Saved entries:

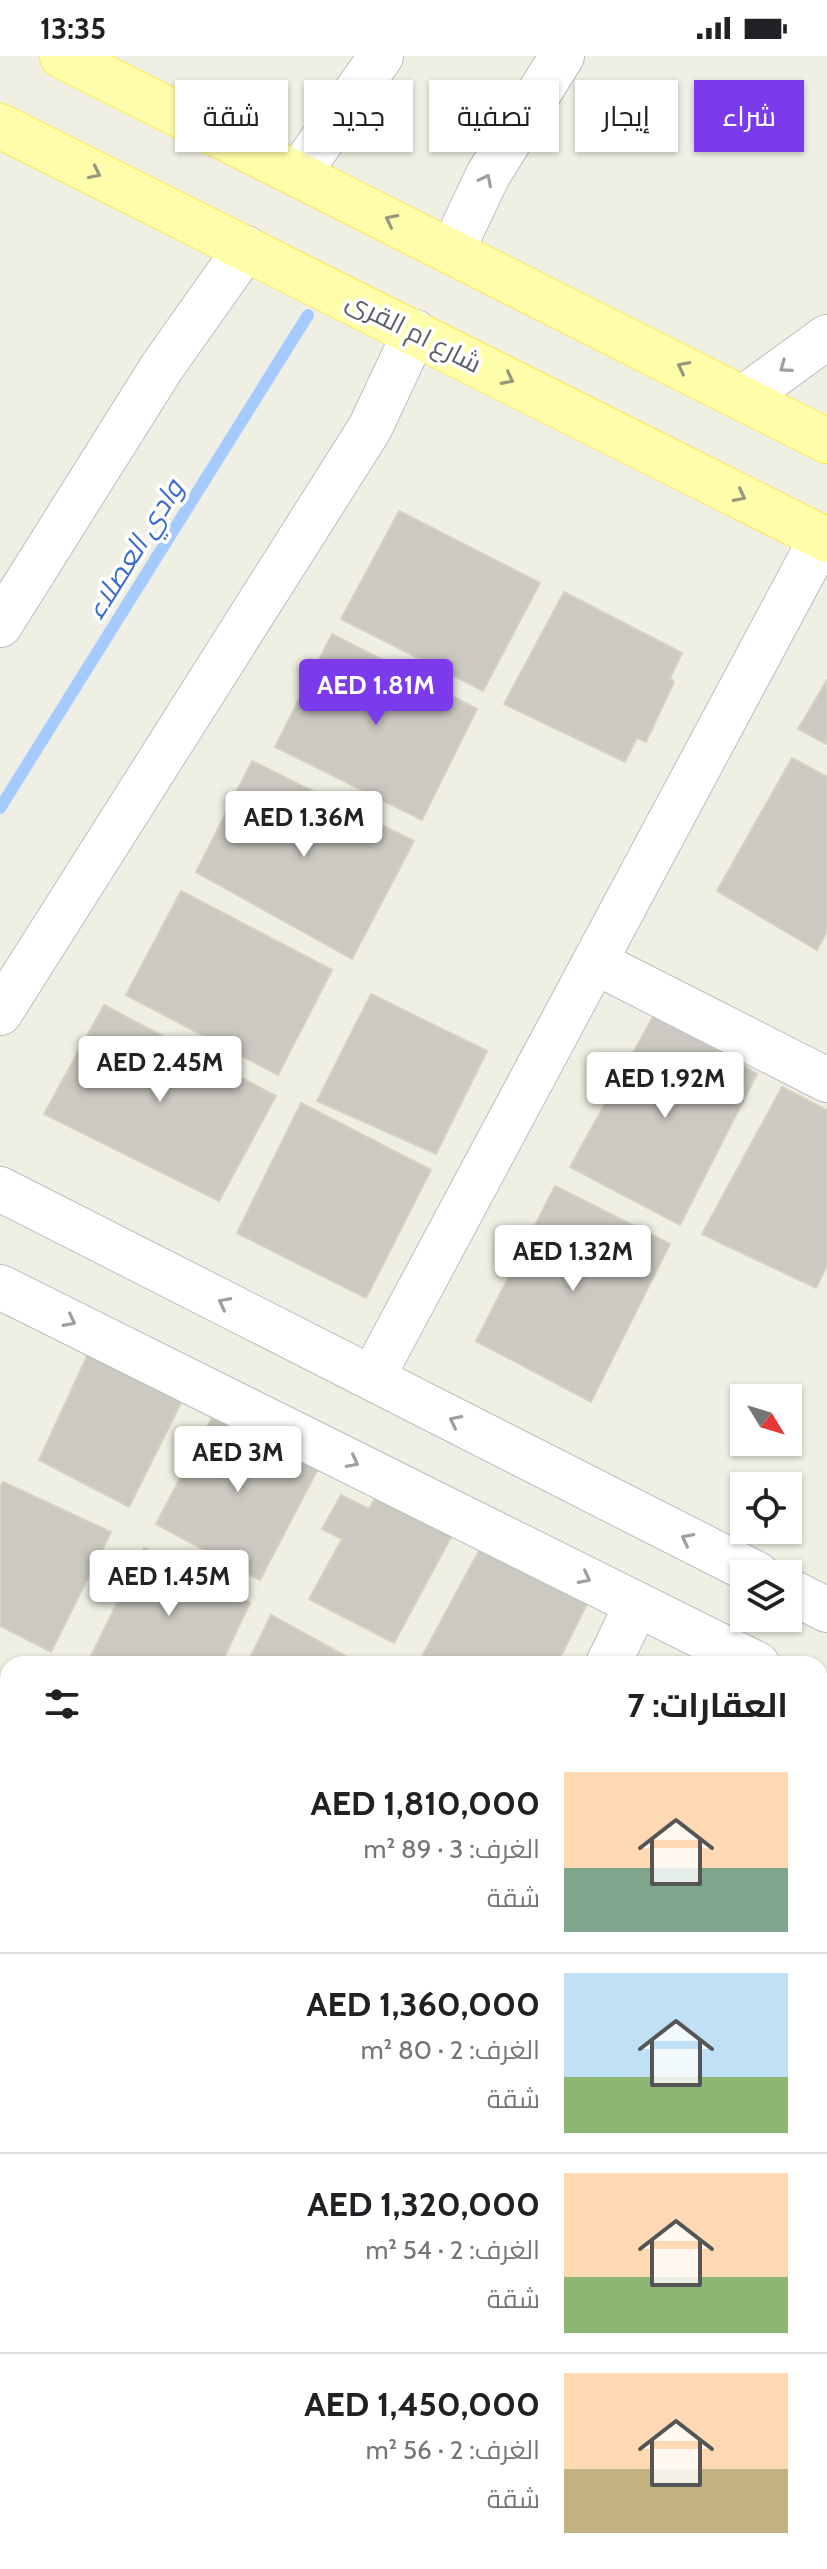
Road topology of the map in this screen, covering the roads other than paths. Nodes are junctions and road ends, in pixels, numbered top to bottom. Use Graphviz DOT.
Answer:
graph roads {
  1 [pos="62,56"];
  2 [pos="381,56"];
  3 [pos="562,56"];
  4 [pos="0,126"];
  5 [pos="299,173"];
  6 [pos="445,247"];
  7 [pos="246,248"];
  8 [pos="401,326"];
  9 [pos="827,337"];
  10 [pos="743,398"];
  11 [pos="827,441"];
  12 [pos="824,539"];
  13 [pos="0,625"];
  14 [pos="595,962"];
  15 [pos="0,1013"];
  16 [pos="827,1080"];
  17 [pos="0,1189"];
  18 [pos="0,1287"];
  19 [pos="372,1378"];
  20 [pos="730,1560"];
  21 [pos="802,1597"];
  22 [pos="637,1604"];
  23 [pos="827,1610"];
  24 [pos="612,1656"];
  25 [pos="741,1656"];
  1 -- 5 [label="main road"];
  2 -- 5 [label="street"];
  6 -- 3 [label="street, one-way"];
  4 -- 7 [label="main road, شارع ام القرى, one-way"];
  6 -- 5 [label="main road, one-way"];
  10 -- 6 [label="main road, one-way"];
  7 -- 8 [label="main road, شارع ام القرى"];
  7 -- 13 [label="street"];
  8 -- 12 [label="main road, شارع ام القرى, one-way"];
  8 -- 15 [label="street"];
  9 -- 10 [label="street, one-way"];
  10 -- 11 [label="main road"];
  12 -- 14 [label="street"];
  14 -- 16 [label="street"];
  14 -- 19 [label="street"];
  19 -- 17 [label="street, one-way"];
  18 -- 22 [label="street, one-way"];
  20 -- 19 [label="street, one-way"];
  21 -- 23 [label="street"];
  22 -- 24 [label="street"];
  22 -- 25 [label="street"];
}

### Directions
The preceding entries are to be returned verbatim, with every picture excluded.

### Response for this exercise
Road topology of the map in this screen, covering the roads other than paths. Nodes are junctions and road ends, in pixels, numbered top to bottom. Use Graphviz DOT.
Answer:
graph roads {
  1 [pos="62,56"];
  2 [pos="381,56"];
  3 [pos="562,56"];
  4 [pos="0,126"];
  5 [pos="299,173"];
  6 [pos="445,247"];
  7 [pos="246,248"];
  8 [pos="401,326"];
  9 [pos="827,337"];
  10 [pos="743,398"];
  11 [pos="827,441"];
  12 [pos="824,539"];
  13 [pos="0,625"];
  14 [pos="595,962"];
  15 [pos="0,1013"];
  16 [pos="827,1080"];
  17 [pos="0,1189"];
  18 [pos="0,1287"];
  19 [pos="372,1378"];
  20 [pos="730,1560"];
  21 [pos="802,1597"];
  22 [pos="637,1604"];
  23 [pos="827,1610"];
  24 [pos="612,1656"];
  25 [pos="741,1656"];
  1 -- 5 [label="main road"];
  2 -- 5 [label="street"];
  6 -- 3 [label="street, one-way"];
  4 -- 7 [label="main road, شارع ام القرى, one-way"];
  6 -- 5 [label="main road, one-way"];
  10 -- 6 [label="main road, one-way"];
  7 -- 8 [label="main road, شارع ام القرى"];
  7 -- 13 [label="street"];
  8 -- 12 [label="main road, شارع ام القرى, one-way"];
  8 -- 15 [label="street"];
  9 -- 10 [label="street, one-way"];
  10 -- 11 [label="main road"];
  12 -- 14 [label="street"];
  14 -- 16 [label="street"];
  14 -- 19 [label="street"];
  19 -- 17 [label="street, one-way"];
  18 -- 22 [label="street, one-way"];
  20 -- 19 [label="street, one-way"];
  21 -- 23 [label="street"];
  22 -- 24 [label="street"];
  22 -- 25 [label="street"];
}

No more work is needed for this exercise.